→ EXERCISE
Write out the listing below from the line containing "Where are all" to its last line, unaltered, ends included.
[ENTRIES SUPPLIED Boundary: Start]
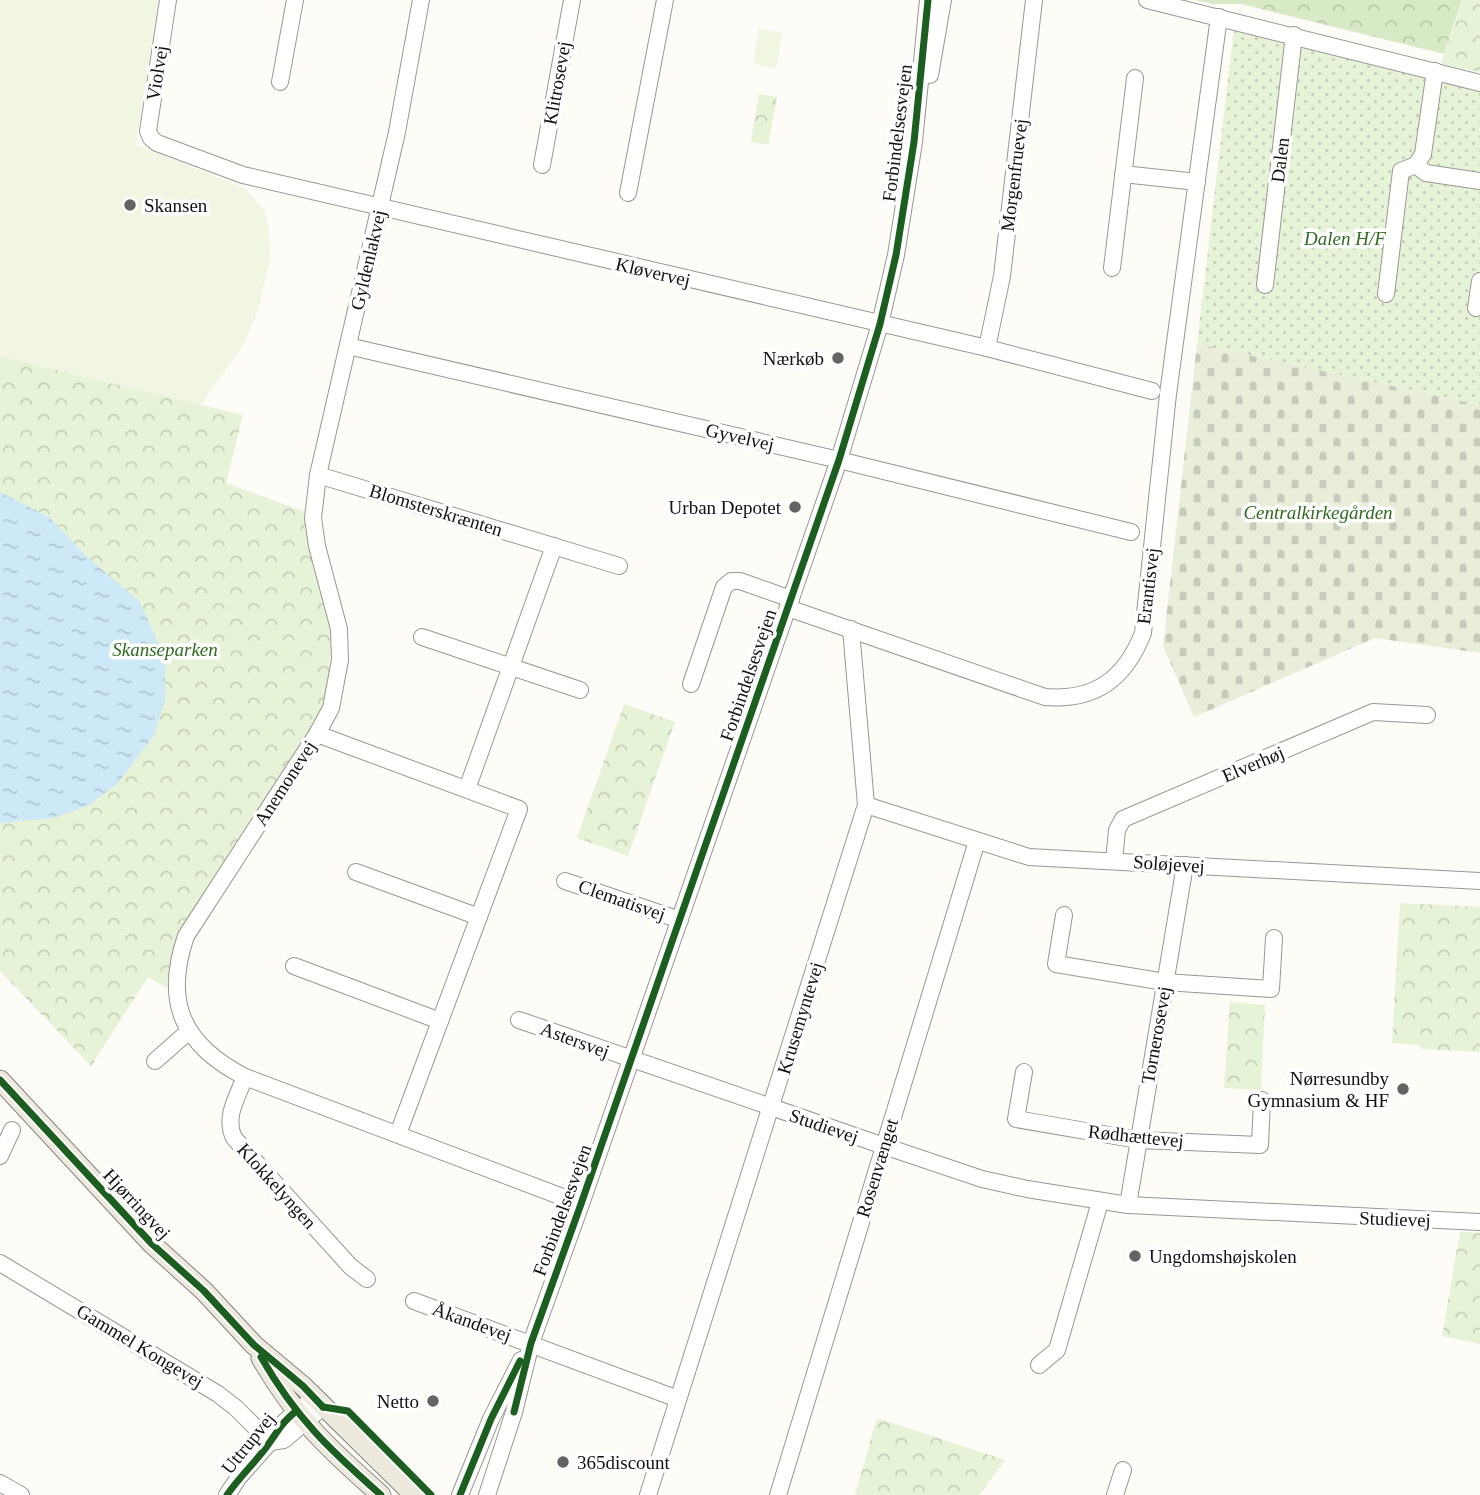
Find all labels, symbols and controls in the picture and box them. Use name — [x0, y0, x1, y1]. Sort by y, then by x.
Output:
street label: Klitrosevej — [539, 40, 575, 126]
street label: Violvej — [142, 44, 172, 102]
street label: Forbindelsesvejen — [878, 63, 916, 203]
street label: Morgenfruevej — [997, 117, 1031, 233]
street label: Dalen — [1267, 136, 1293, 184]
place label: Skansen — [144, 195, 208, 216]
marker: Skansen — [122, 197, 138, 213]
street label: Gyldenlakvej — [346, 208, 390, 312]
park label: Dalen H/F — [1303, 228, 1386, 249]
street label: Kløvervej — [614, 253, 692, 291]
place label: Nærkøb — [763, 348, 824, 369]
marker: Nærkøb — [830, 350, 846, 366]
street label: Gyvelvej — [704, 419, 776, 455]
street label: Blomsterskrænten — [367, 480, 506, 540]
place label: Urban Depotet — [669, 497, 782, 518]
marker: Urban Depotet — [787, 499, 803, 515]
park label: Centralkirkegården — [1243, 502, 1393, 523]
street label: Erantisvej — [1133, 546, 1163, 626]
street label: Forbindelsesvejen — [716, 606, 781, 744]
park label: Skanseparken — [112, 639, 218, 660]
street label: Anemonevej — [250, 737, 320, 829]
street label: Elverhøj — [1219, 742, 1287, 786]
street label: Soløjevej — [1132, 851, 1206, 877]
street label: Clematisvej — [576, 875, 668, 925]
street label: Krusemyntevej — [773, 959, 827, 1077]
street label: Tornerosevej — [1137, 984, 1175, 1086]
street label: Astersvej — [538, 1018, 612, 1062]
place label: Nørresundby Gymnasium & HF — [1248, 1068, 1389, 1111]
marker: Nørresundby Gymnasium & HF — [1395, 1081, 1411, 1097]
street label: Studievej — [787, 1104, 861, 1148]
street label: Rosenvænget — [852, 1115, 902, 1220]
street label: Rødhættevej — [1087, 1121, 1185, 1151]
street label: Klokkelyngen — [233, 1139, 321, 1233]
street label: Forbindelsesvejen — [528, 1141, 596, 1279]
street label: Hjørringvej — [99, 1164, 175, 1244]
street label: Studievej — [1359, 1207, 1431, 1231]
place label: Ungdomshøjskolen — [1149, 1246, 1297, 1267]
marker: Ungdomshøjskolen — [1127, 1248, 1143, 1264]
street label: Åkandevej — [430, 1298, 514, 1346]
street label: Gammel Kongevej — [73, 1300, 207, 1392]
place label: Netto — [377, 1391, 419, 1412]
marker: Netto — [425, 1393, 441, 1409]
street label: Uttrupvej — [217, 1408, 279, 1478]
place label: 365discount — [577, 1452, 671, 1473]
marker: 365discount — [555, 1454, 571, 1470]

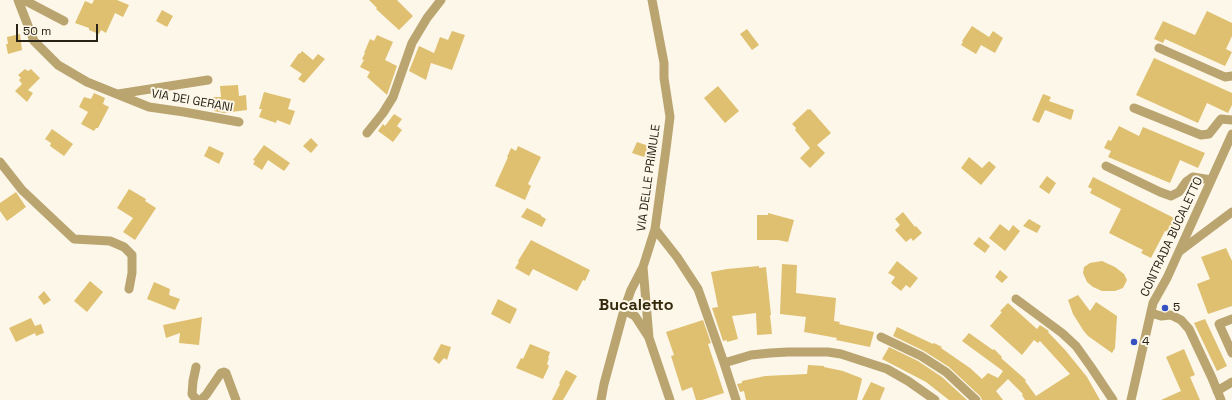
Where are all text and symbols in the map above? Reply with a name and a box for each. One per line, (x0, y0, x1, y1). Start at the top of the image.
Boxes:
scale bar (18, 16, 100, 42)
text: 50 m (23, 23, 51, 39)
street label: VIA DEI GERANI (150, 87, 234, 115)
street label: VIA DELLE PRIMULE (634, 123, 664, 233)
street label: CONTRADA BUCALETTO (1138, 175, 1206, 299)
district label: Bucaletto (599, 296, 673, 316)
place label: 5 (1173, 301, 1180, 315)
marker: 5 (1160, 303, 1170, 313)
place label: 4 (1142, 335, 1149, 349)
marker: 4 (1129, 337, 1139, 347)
[ENTRIES SUPPLIED Boundary: End]
→ ANSWER TO THE EXERCISE
Where are all text and symbols in the map above? Reply with a name and a box for each. One per line, (x0, y0, x1, y1). Start at the top of the image.
Boxes:
scale bar (18, 16, 100, 42)
text: 50 m (23, 23, 51, 39)
street label: VIA DEI GERANI (150, 87, 234, 115)
street label: VIA DELLE PRIMULE (634, 123, 664, 233)
street label: CONTRADA BUCALETTO (1138, 175, 1206, 299)
district label: Bucaletto (599, 296, 673, 316)
place label: 5 (1173, 301, 1180, 315)
marker: 5 (1160, 303, 1170, 313)
place label: 4 (1142, 335, 1149, 349)
marker: 4 (1129, 337, 1139, 347)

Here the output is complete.